=== Begin Enclosure ===
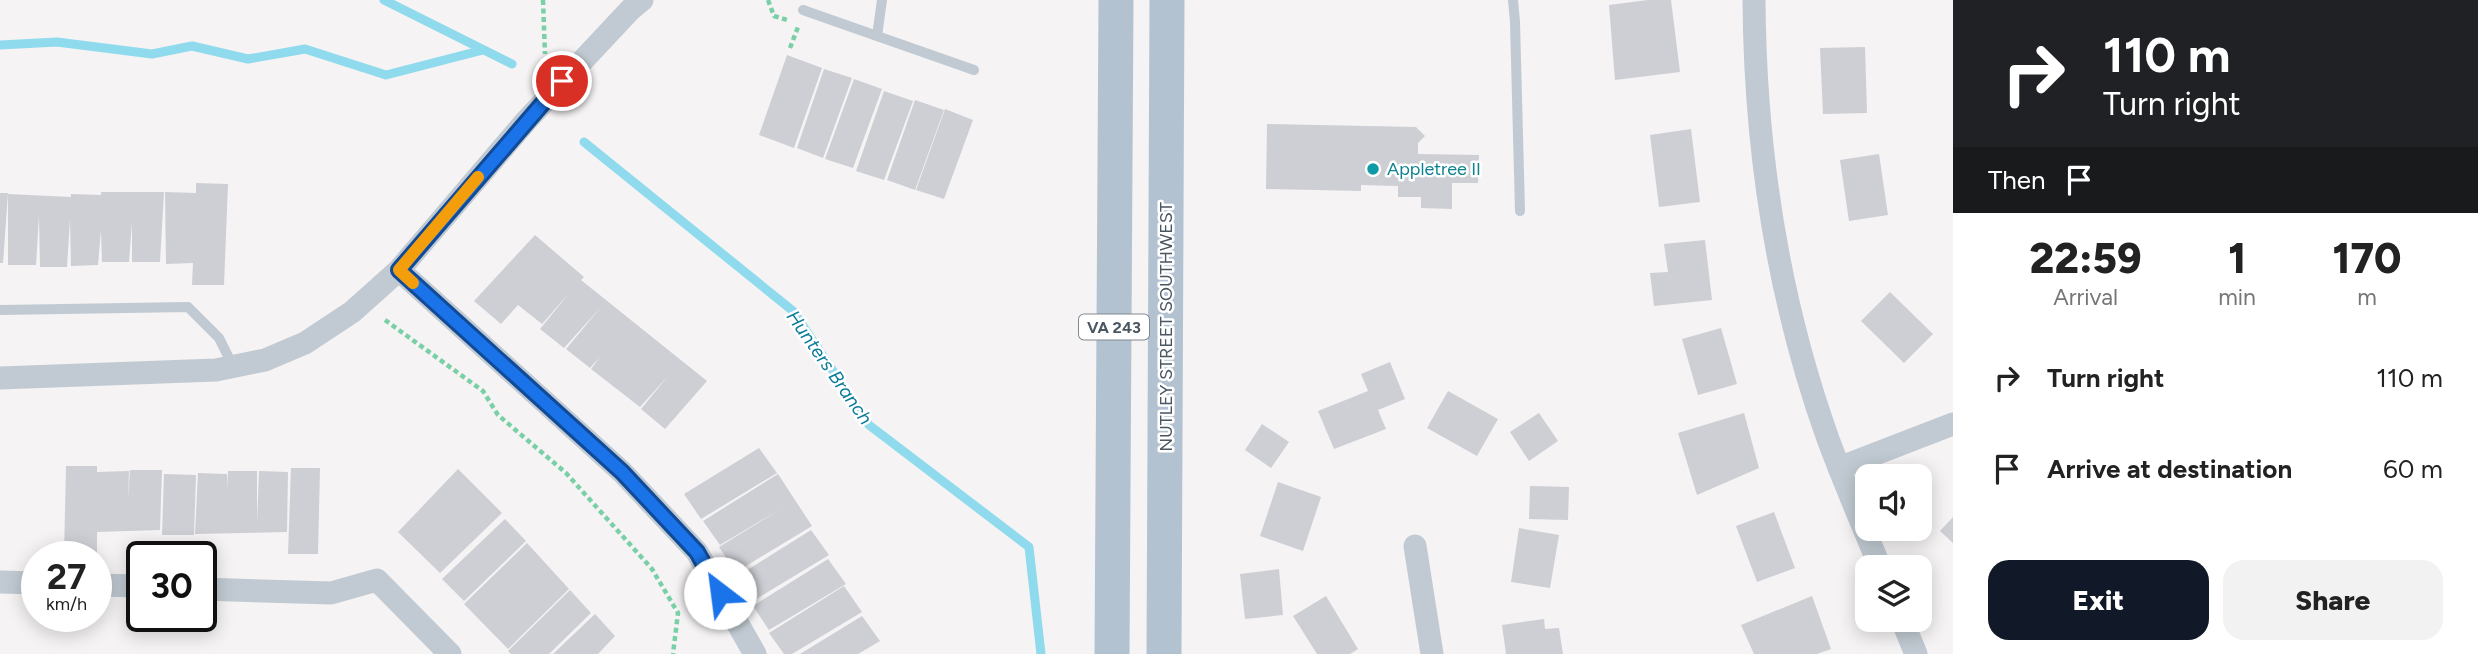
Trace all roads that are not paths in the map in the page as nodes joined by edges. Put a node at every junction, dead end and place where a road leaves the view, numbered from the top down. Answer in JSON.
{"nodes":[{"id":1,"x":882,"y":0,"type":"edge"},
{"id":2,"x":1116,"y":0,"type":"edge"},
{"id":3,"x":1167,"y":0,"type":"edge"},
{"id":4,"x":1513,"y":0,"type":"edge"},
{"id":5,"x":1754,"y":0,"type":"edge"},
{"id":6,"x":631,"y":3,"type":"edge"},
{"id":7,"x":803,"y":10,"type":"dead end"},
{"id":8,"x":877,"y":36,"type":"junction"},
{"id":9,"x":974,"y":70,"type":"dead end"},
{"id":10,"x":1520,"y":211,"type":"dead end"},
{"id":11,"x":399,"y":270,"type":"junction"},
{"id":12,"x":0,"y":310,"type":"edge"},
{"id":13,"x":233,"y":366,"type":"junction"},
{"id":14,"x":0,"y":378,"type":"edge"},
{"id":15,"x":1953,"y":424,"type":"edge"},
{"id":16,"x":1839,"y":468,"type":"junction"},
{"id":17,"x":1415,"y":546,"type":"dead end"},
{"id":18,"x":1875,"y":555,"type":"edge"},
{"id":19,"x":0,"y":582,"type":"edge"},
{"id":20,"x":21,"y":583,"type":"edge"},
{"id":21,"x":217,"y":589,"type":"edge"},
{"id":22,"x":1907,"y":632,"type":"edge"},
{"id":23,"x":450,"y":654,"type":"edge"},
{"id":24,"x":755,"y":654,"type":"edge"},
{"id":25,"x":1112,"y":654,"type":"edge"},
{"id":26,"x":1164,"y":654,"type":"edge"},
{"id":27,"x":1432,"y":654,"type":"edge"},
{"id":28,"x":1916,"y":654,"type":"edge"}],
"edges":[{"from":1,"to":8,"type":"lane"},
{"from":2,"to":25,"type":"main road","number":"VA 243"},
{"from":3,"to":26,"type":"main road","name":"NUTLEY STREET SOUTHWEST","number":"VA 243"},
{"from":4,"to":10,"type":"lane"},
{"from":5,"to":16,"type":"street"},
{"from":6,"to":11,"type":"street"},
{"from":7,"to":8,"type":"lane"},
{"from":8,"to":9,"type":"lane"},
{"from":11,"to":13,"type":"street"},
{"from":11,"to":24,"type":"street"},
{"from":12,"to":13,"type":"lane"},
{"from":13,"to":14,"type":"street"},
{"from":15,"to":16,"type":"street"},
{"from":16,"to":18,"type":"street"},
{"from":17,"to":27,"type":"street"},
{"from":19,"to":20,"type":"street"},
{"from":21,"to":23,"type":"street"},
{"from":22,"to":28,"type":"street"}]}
=== End Enclosure ===
Take from the material every line that holds "dead".

Trace all roads that are not paths in the map in the page as nodes joined by edges. Put a node at every junction, dead end and place where a road leaves the view, numbered from the top down. Answer in JSON.
{"id":7,"x":803,"y":10,"type":"dead end"},
{"id":9,"x":974,"y":70,"type":"dead end"},
{"id":10,"x":1520,"y":211,"type":"dead end"},
{"id":17,"x":1415,"y":546,"type":"dead end"},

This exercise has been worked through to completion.